◆ **Material shown**

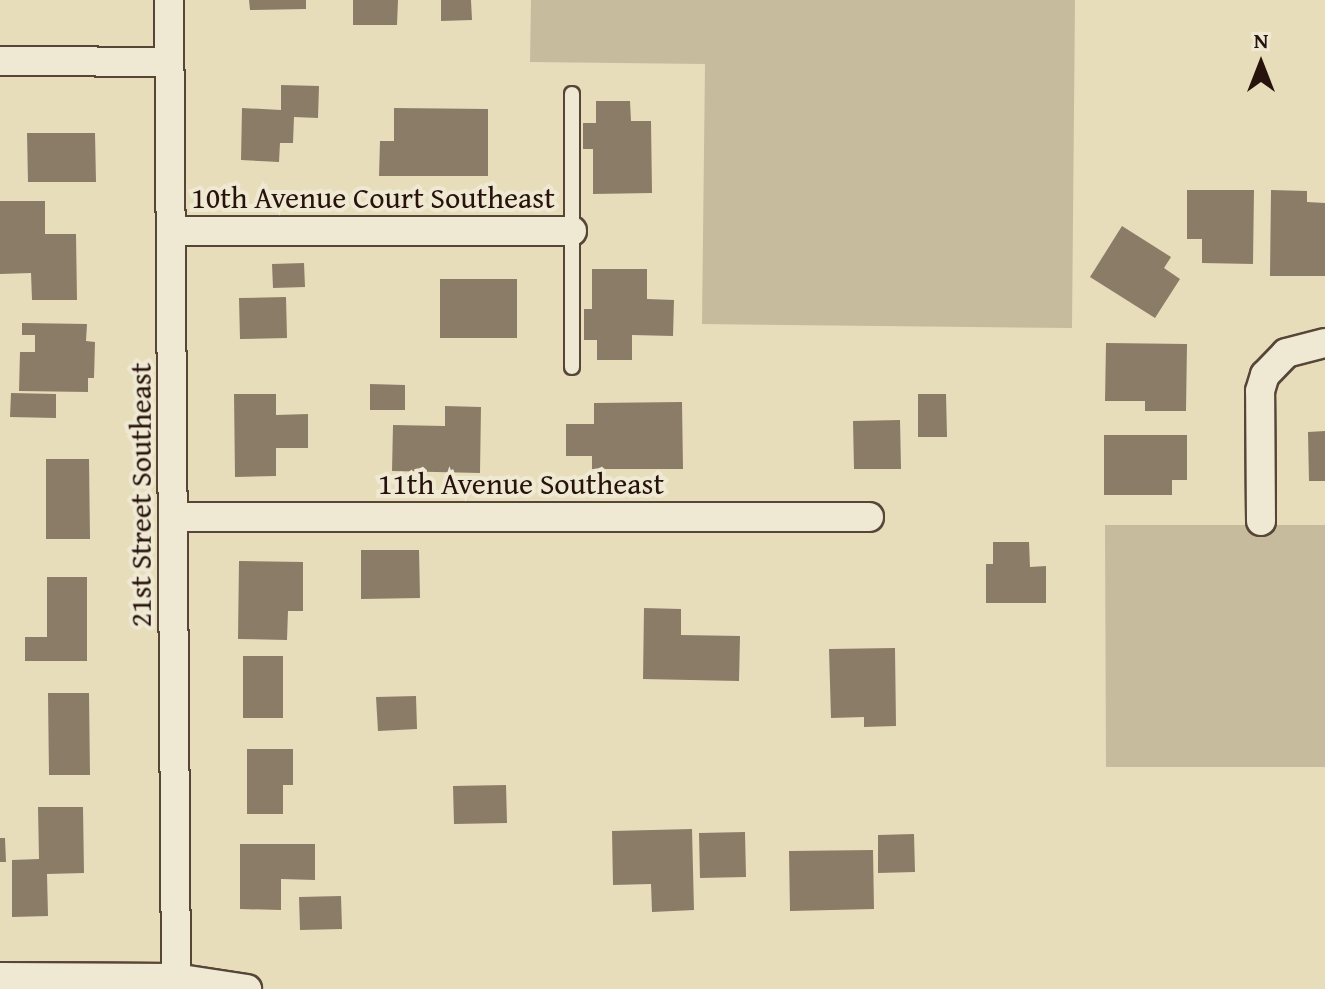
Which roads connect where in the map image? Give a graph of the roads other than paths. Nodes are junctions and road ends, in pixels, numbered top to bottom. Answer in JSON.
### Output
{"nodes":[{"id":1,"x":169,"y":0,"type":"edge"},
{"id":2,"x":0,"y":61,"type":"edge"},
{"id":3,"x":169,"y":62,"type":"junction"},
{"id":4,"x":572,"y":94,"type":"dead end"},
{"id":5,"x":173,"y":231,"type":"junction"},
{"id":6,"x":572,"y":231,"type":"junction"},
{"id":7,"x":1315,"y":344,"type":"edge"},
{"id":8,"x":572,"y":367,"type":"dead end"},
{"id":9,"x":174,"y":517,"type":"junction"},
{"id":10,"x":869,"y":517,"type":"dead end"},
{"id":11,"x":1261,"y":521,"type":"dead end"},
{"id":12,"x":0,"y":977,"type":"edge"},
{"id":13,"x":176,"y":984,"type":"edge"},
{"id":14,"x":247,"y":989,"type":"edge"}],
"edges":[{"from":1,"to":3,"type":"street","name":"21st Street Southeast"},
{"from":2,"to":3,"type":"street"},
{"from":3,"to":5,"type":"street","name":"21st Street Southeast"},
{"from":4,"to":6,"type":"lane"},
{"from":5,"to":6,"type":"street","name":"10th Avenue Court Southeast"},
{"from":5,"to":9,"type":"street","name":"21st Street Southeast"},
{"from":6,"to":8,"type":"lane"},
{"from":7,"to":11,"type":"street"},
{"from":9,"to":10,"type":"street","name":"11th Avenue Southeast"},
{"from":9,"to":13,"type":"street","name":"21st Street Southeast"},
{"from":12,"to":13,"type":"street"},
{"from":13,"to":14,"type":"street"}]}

==

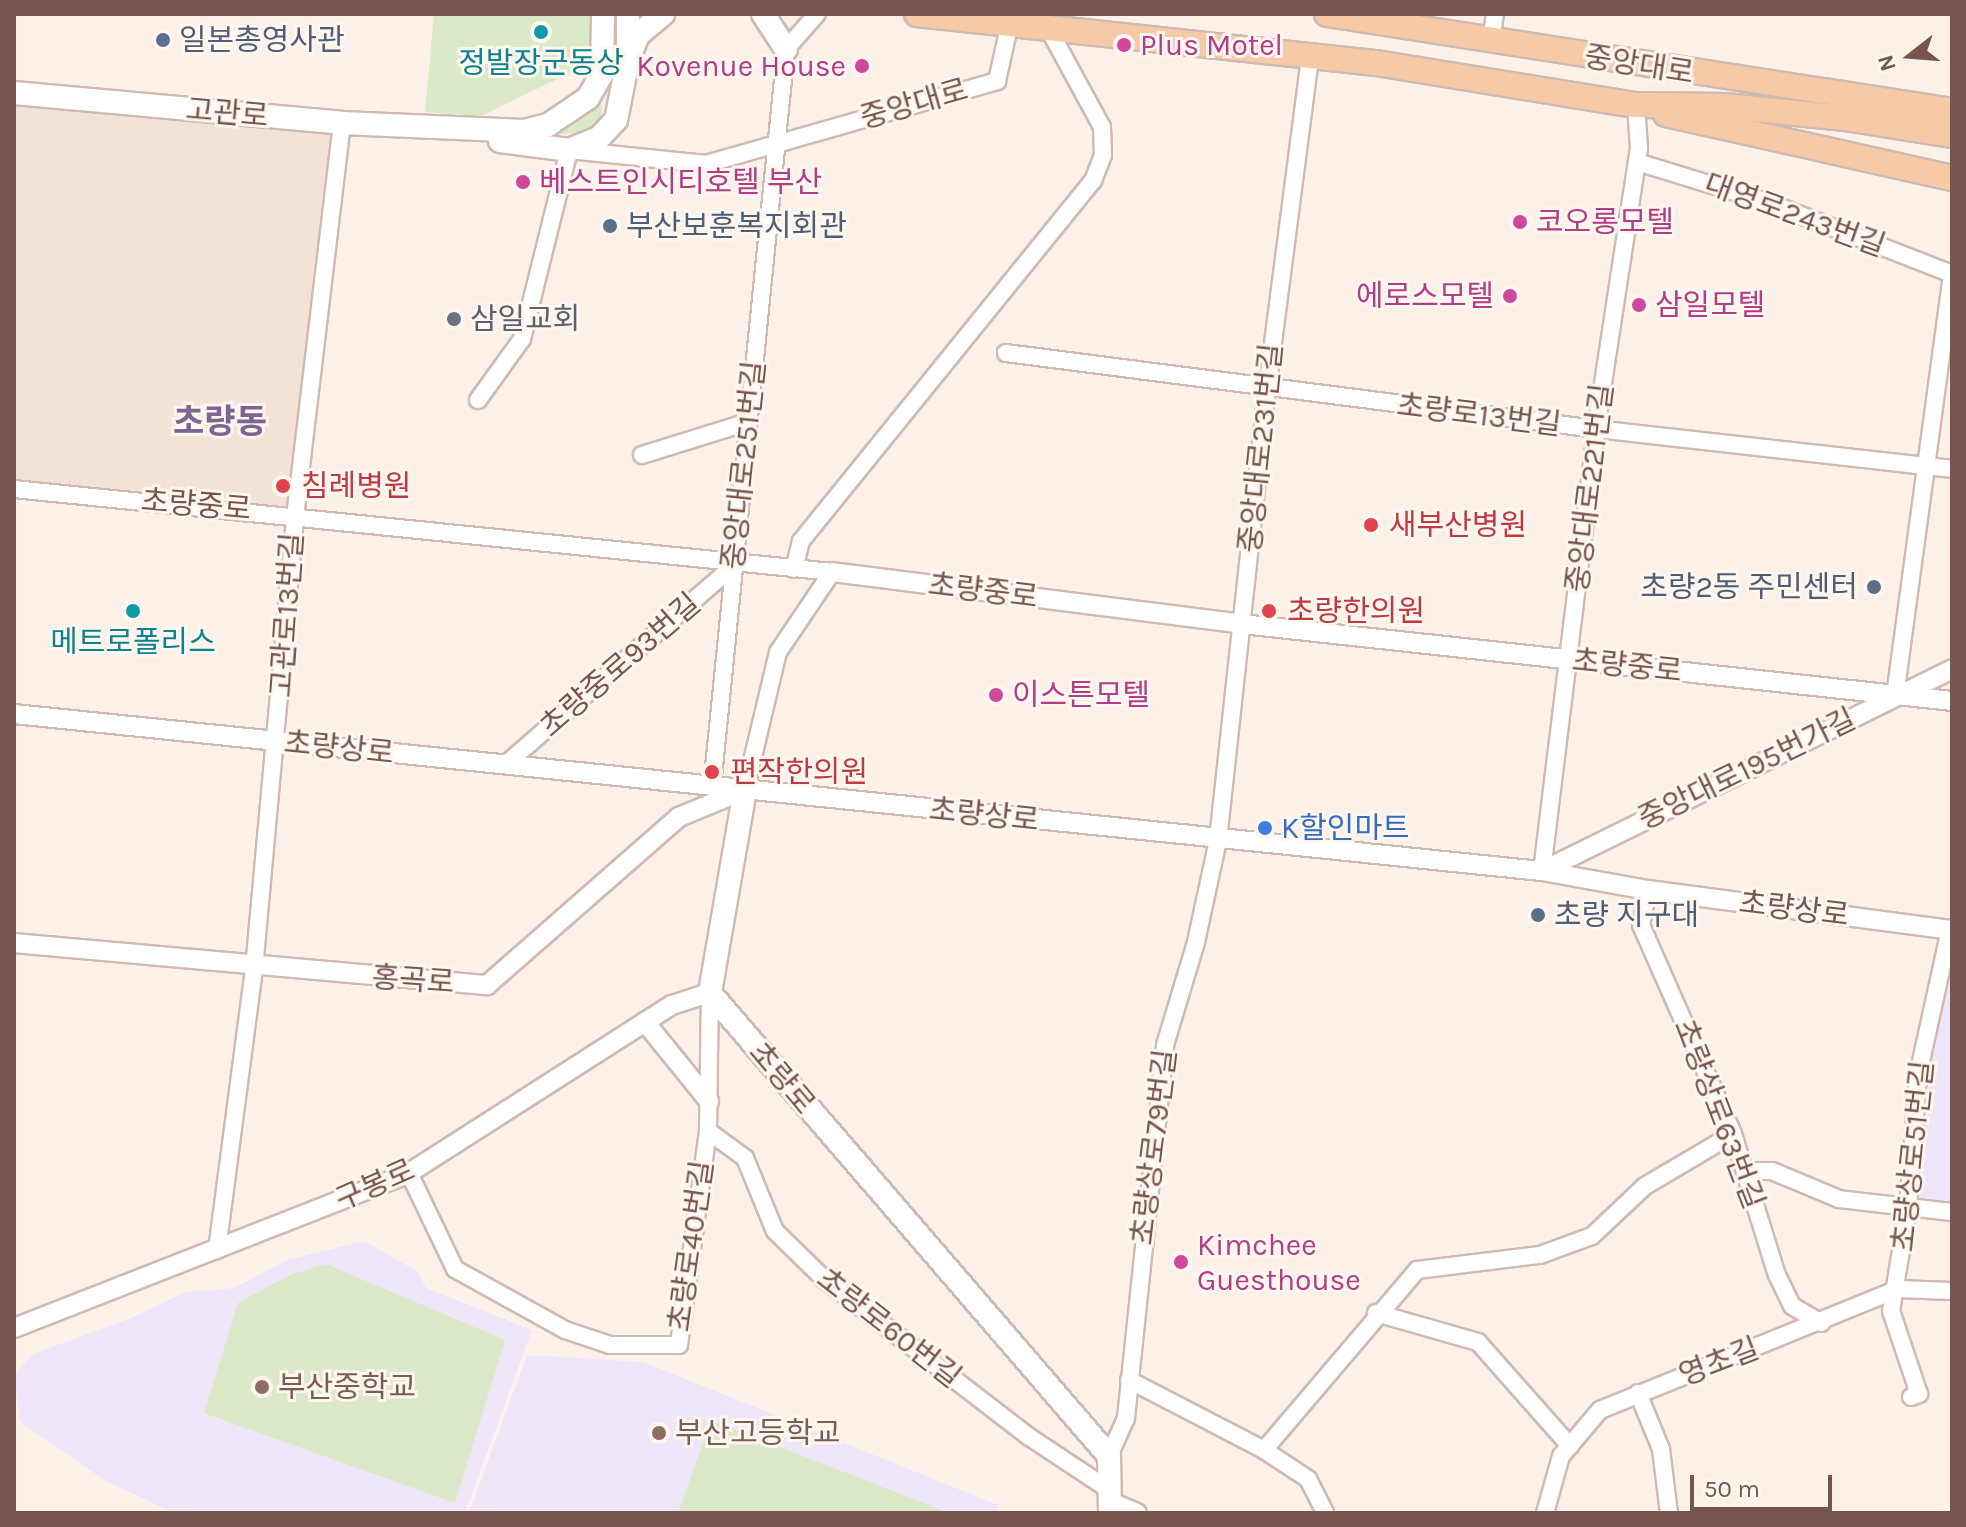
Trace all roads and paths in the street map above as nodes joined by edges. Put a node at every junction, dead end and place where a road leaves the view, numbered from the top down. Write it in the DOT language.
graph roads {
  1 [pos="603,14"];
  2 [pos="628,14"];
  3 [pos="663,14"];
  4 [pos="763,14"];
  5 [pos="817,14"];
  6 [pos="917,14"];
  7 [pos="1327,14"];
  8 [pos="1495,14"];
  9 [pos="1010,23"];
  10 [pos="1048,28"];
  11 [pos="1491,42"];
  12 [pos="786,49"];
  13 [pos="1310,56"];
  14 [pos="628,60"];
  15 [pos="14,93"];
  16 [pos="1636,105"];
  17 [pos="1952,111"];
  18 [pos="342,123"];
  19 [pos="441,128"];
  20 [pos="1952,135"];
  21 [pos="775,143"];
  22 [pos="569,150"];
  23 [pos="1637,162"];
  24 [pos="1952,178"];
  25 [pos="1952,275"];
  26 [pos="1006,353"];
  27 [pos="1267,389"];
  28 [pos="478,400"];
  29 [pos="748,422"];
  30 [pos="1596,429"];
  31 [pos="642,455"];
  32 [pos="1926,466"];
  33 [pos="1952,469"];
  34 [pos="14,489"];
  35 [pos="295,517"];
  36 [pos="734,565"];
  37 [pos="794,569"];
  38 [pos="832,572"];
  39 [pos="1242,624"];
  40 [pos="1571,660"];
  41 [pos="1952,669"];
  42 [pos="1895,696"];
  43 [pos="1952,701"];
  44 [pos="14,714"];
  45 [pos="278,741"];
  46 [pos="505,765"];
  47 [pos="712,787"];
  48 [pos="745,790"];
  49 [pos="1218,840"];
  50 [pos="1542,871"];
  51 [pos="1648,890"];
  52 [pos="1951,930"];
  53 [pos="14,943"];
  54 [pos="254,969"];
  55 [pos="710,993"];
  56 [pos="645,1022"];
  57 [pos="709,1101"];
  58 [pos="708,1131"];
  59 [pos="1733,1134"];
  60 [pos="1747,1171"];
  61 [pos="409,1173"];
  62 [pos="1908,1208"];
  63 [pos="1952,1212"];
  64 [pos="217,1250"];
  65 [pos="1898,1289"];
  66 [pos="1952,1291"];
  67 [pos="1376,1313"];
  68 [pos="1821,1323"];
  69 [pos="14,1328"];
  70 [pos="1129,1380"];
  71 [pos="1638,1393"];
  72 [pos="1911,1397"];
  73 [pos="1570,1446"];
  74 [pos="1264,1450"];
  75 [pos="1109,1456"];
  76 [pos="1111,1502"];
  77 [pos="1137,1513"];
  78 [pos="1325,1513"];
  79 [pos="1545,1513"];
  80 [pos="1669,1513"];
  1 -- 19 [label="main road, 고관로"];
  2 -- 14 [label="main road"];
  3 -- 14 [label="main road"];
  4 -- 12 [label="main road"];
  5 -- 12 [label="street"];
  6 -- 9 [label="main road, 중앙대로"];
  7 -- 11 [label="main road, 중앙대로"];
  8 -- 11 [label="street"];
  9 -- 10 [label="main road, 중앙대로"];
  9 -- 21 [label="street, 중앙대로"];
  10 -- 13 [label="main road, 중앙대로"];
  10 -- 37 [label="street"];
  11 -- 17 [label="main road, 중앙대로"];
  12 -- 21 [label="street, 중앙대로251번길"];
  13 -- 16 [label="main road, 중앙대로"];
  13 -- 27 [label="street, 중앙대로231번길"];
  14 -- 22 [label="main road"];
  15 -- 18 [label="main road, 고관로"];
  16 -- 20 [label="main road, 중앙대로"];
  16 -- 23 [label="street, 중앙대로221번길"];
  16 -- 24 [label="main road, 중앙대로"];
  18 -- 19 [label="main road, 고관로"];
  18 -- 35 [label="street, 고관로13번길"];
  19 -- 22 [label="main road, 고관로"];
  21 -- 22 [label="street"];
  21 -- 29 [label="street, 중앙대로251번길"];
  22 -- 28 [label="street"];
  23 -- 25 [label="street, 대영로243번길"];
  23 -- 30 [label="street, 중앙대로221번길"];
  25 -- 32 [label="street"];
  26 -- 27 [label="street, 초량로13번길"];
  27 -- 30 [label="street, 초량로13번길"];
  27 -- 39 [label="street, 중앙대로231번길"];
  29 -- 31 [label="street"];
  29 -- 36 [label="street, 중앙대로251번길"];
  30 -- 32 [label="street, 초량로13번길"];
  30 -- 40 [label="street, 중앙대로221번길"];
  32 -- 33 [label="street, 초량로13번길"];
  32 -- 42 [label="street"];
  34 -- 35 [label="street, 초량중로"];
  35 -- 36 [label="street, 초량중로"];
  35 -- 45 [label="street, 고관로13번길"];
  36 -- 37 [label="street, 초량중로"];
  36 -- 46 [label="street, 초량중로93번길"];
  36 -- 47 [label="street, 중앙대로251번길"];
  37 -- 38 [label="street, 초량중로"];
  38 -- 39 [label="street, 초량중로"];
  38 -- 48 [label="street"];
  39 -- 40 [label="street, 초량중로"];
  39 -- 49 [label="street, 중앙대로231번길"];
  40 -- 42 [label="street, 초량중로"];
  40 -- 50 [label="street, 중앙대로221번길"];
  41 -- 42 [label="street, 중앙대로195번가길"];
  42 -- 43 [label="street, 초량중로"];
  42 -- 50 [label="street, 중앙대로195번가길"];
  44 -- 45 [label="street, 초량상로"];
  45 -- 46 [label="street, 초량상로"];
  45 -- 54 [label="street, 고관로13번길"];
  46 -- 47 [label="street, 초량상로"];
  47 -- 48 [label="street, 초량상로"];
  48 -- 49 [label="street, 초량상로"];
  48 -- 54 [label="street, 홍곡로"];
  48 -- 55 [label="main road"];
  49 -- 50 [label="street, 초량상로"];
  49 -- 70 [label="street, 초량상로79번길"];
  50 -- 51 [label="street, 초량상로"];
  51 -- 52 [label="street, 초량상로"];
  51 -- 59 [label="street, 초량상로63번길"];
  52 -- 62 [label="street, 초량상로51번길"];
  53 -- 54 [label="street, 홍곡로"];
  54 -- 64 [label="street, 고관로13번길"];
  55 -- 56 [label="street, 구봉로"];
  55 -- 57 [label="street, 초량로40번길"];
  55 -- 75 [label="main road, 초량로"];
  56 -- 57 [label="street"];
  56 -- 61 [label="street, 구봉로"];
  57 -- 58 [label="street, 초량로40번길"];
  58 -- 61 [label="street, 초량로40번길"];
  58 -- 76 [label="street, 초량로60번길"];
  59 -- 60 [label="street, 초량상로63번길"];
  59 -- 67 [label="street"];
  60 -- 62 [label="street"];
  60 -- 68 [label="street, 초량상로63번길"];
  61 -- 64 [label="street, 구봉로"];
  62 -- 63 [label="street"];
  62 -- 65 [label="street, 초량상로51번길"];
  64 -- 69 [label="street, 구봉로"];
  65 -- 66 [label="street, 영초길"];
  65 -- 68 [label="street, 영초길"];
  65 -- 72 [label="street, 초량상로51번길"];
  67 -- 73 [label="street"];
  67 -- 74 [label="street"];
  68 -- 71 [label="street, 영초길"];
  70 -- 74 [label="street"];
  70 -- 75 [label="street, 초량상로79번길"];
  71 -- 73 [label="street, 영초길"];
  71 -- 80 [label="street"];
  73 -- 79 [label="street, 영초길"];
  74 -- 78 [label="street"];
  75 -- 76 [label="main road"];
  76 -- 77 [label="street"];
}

◆ **Task details**
Match on "Avenue": copy every line in the records that has it.

◆ **Response area**
{"from":5,"to":6,"type":"street","name":"10th Avenue Court Southeast"},
{"from":9,"to":10,"type":"street","name":"11th Avenue Southeast"},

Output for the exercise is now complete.